(Collected data entries)
===

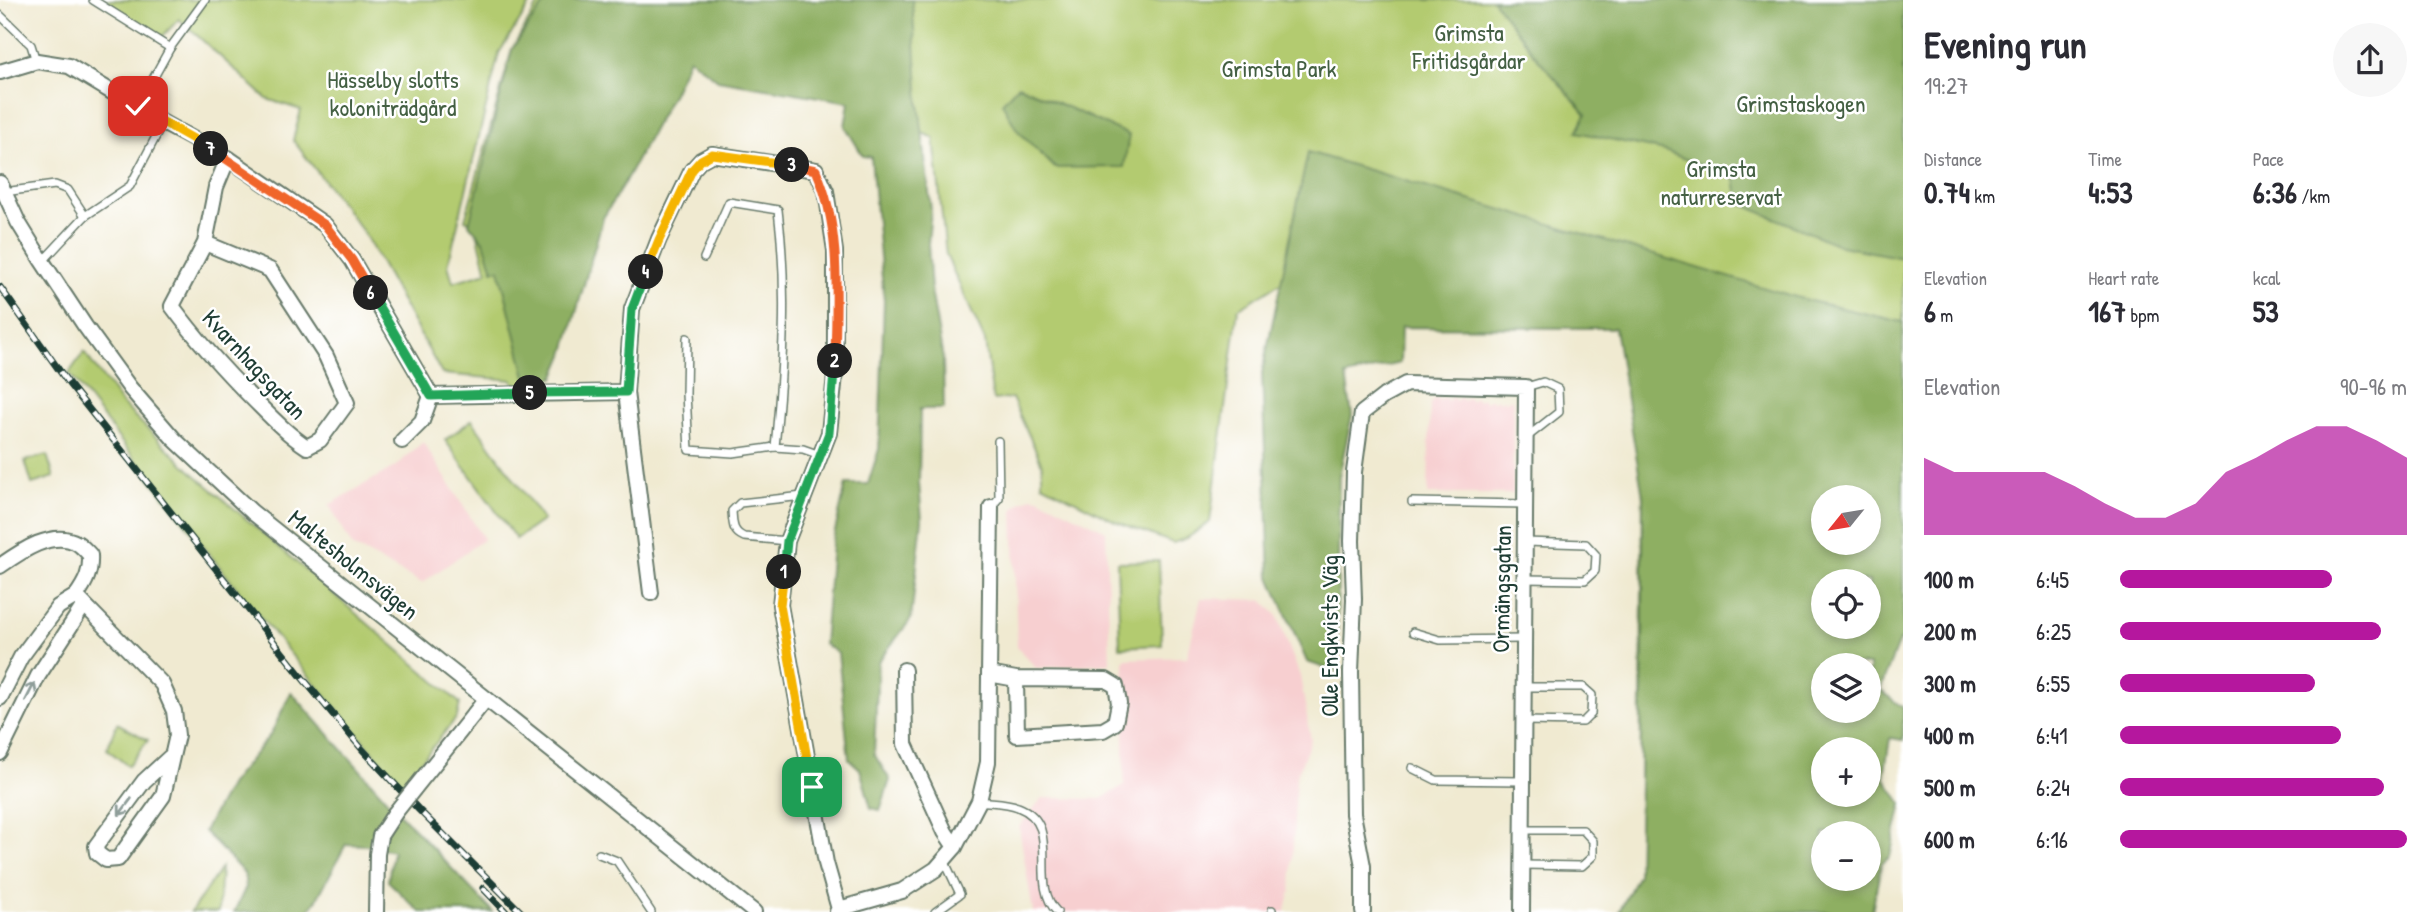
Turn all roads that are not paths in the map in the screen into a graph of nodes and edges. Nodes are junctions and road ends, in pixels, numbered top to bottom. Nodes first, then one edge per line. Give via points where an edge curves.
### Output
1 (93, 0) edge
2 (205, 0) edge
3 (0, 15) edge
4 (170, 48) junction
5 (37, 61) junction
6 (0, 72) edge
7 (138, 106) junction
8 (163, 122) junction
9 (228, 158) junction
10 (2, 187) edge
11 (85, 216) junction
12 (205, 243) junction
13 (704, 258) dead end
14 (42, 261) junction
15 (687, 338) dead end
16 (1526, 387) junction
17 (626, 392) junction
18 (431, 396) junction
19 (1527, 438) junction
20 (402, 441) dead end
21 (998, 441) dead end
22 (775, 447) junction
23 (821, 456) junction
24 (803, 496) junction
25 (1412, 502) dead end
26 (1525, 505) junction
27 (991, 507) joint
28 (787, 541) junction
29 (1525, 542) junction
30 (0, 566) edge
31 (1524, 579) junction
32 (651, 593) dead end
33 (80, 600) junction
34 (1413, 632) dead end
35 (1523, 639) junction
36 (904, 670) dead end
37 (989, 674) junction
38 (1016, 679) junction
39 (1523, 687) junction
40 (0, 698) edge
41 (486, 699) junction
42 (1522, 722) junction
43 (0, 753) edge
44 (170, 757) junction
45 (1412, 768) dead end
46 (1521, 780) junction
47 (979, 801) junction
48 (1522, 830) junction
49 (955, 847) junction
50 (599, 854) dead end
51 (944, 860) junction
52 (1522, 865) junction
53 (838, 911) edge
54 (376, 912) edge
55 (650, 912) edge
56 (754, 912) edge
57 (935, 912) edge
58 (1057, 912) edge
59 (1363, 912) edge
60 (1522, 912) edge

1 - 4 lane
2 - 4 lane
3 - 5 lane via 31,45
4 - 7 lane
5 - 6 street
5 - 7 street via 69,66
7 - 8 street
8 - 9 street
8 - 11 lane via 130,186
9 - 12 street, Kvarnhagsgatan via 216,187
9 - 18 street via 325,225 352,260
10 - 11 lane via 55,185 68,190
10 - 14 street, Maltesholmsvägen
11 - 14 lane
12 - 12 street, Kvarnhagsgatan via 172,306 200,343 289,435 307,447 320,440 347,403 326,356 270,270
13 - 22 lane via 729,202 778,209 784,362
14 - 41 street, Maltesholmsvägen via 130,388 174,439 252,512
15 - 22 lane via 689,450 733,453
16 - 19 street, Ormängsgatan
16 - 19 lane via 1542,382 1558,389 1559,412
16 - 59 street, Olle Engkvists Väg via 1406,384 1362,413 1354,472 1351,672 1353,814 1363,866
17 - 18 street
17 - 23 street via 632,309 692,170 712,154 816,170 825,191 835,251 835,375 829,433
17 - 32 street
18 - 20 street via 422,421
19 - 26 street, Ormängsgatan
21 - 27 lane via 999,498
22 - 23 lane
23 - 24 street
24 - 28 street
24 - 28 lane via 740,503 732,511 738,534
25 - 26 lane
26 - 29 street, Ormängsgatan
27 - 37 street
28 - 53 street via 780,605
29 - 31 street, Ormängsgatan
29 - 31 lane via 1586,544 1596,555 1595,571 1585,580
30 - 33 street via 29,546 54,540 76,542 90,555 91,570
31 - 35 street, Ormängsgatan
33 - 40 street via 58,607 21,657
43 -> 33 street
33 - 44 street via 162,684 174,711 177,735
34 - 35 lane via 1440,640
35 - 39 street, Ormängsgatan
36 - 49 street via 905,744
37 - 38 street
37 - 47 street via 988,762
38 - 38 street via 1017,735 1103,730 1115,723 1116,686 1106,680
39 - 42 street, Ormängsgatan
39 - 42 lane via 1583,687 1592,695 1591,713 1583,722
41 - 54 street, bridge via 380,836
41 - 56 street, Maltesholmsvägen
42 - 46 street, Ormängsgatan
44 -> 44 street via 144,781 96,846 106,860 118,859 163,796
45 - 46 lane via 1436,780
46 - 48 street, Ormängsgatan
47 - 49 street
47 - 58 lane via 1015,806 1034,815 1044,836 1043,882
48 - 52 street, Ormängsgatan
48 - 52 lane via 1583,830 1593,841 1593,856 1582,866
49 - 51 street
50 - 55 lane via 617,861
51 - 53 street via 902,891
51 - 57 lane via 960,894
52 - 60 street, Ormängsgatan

===

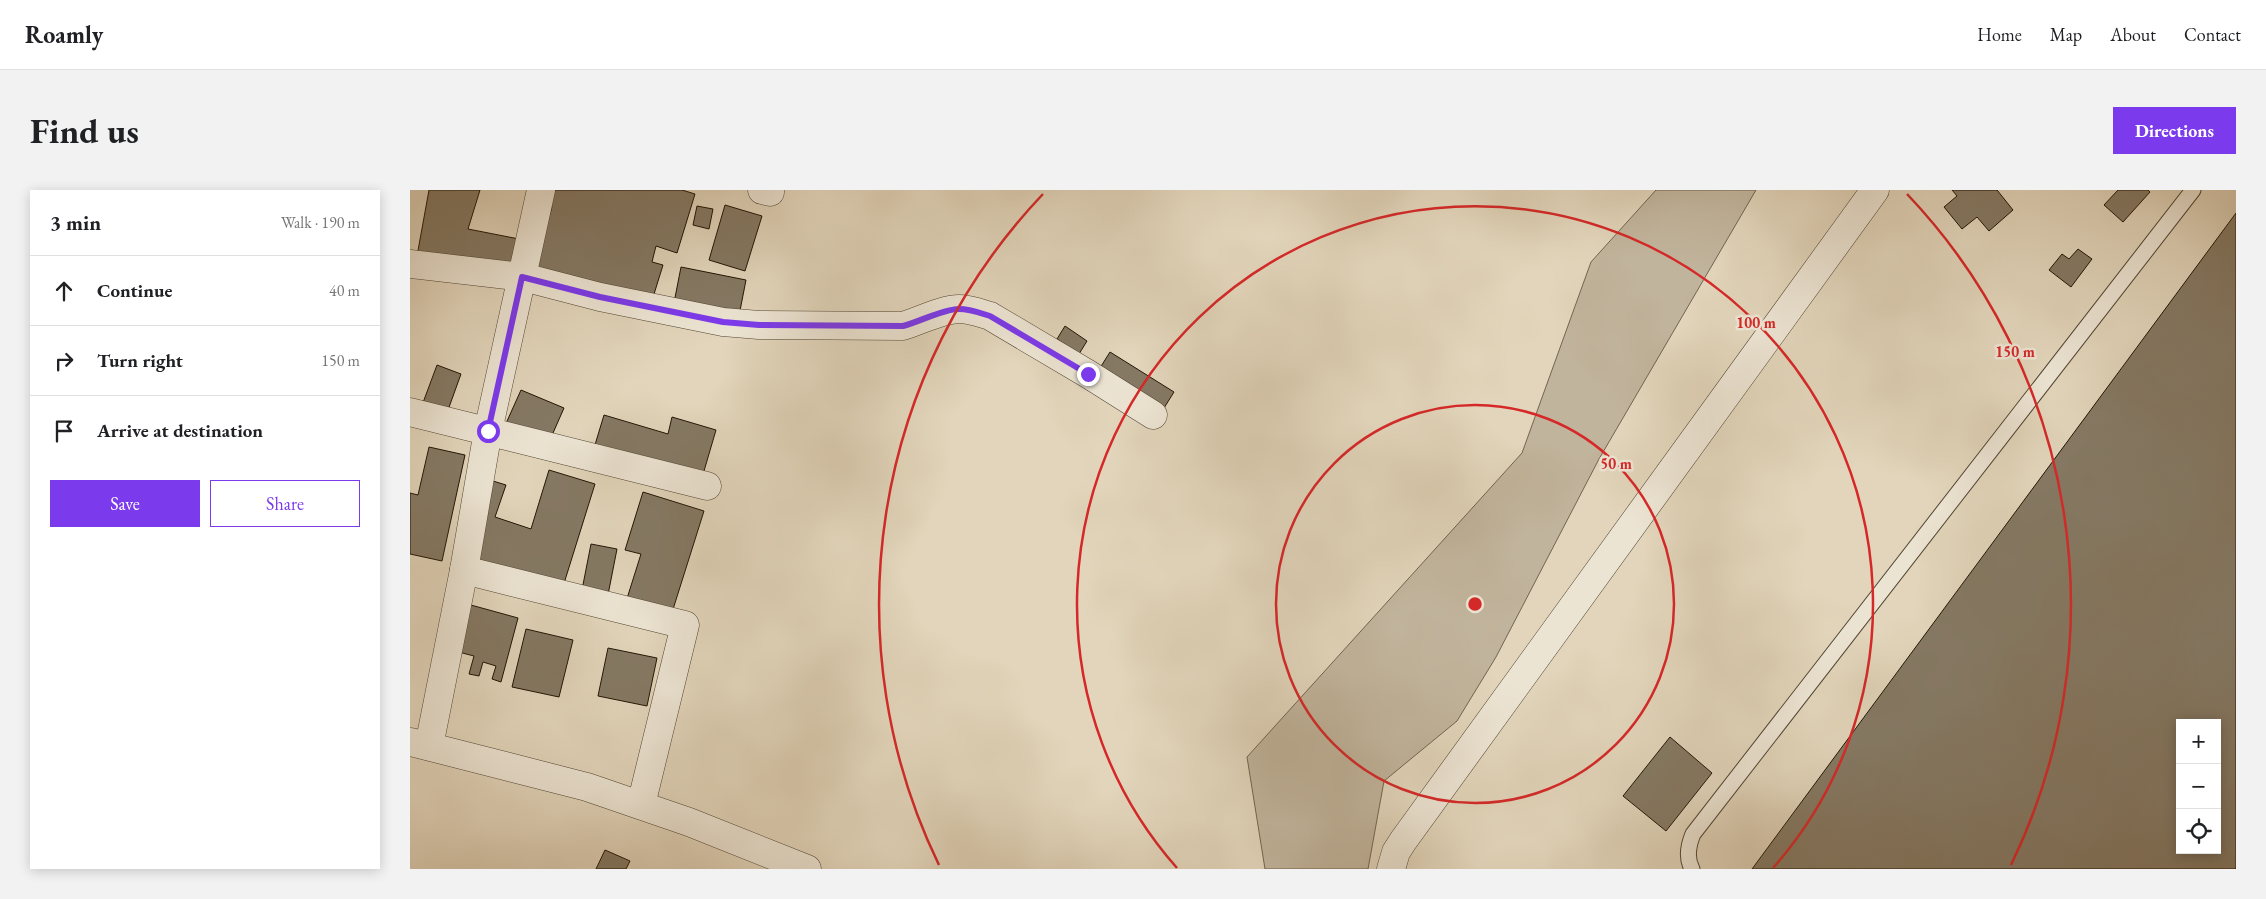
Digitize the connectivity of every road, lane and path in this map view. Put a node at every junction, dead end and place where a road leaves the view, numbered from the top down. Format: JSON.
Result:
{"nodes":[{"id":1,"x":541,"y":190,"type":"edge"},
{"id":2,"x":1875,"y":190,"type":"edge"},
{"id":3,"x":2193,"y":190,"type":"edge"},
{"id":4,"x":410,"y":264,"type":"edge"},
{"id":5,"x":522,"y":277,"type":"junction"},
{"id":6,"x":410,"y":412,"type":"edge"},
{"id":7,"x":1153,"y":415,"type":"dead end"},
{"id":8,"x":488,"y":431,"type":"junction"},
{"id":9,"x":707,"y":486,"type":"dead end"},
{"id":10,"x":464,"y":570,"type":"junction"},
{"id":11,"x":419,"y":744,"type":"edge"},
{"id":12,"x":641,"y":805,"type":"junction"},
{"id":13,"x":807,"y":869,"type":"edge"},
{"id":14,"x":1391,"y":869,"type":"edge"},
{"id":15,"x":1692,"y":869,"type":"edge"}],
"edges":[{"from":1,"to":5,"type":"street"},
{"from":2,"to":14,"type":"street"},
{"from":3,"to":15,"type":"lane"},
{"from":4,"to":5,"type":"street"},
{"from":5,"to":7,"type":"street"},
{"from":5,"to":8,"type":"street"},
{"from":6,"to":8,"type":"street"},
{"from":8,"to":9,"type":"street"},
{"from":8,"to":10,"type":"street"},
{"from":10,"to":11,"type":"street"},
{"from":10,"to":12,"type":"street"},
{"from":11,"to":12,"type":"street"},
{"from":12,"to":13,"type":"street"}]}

===

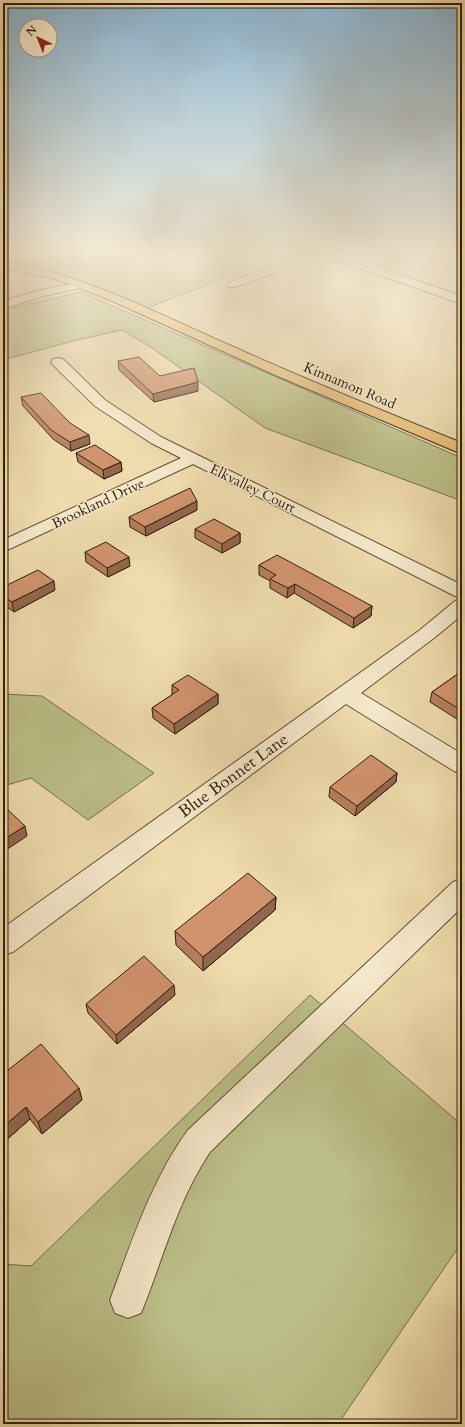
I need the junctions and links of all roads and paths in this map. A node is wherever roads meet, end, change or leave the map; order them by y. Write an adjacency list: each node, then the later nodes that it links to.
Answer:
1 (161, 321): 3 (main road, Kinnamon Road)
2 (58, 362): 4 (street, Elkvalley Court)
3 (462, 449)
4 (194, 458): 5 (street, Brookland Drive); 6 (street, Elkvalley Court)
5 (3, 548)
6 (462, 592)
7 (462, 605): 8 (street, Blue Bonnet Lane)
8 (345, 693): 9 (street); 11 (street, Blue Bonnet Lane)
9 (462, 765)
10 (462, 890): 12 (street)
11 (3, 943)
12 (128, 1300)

===

◆ **Assigned task**: In the records above, locate every line with the string "then" and copy it.

◆ **Output of the exercise**:
Turn all roads that are not paths in the map in the screen into a graph of nodes and edges. Nodes are junctions and road ends, in pixels, numbered top to bottom. Nodes first, then one edge per line. Give via points where an edge curves.
I need the junctions and links of all roads and paths in this map. A node is wherever roads meet, end, change or leave the map; order them by y. Write an adjacency list: each node, then the later nodes that it links to.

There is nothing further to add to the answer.